While Keeper has not sought office since, she continues to work as an advocate. She currently serves as chair of the board of trustees for the Helen Betty Osborne Memorial Foundation, as a member of the advisory committees of the Urban Shaman Gallery, Red Cross Manitoba and Canadians for a New Partnership, and an honorary witness for the Truth and Reconciliation Commission.

==Awards==
In addition to her Gemini Award nominations and win, she is the recipient of a National Aboriginal Achievement Award, three American Indian Film Festival awards for acting and producing, and a 2014 Canadian Civil Liberties Association award for Public Engagement. She was named ACTRA's Woman of the Year in 2017. In June 2017, Keeper received both an honorary doctor of letters from Wilfrid Laurier University, and a Governor General's Meritorious Service Medal for the ballet Going Home Star.

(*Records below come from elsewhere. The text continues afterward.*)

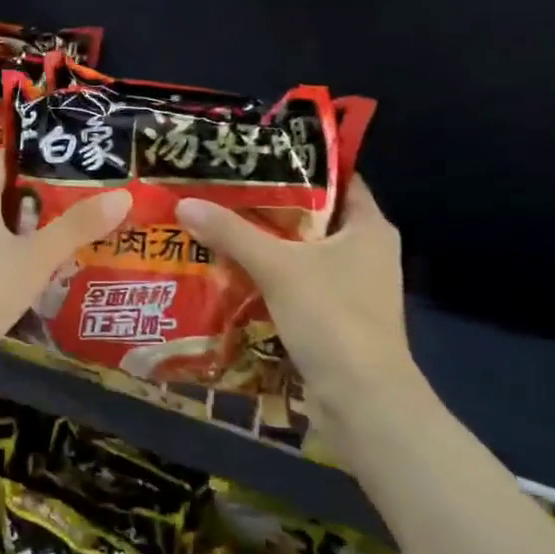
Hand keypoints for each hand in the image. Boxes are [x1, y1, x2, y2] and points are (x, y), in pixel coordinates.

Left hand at [0, 155, 130, 376]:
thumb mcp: (35, 257)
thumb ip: (76, 227)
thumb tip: (123, 194)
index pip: (2, 160)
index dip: (32, 151)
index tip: (71, 150)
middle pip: (7, 195)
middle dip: (45, 193)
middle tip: (91, 190)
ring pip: (5, 230)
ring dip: (37, 229)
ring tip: (82, 227)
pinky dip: (24, 258)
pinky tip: (52, 270)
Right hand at [177, 177, 426, 415]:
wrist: (362, 400)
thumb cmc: (332, 317)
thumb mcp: (278, 267)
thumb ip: (232, 233)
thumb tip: (185, 203)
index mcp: (369, 227)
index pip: (337, 178)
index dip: (299, 163)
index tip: (255, 153)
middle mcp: (365, 251)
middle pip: (312, 215)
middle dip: (268, 204)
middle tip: (222, 188)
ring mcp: (352, 287)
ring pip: (302, 252)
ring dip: (264, 243)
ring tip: (217, 223)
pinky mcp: (335, 317)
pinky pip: (297, 283)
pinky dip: (268, 276)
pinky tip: (229, 271)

She was named to the Order of Manitoba in 2002.

In December 2019, the Academy of Canadian Cinema and Television announced Keeper as the recipient of its Earle Grey Award at the 8th Canadian Screen Awards.

In May 2025, Keeper was inducted as a Member of the Order of Canada by Governor General Mary Simon. The order recognizes her work as an actress and producer, most known for her role in CBC's North of 60, as well as for being one of the first Cree members of Parliament.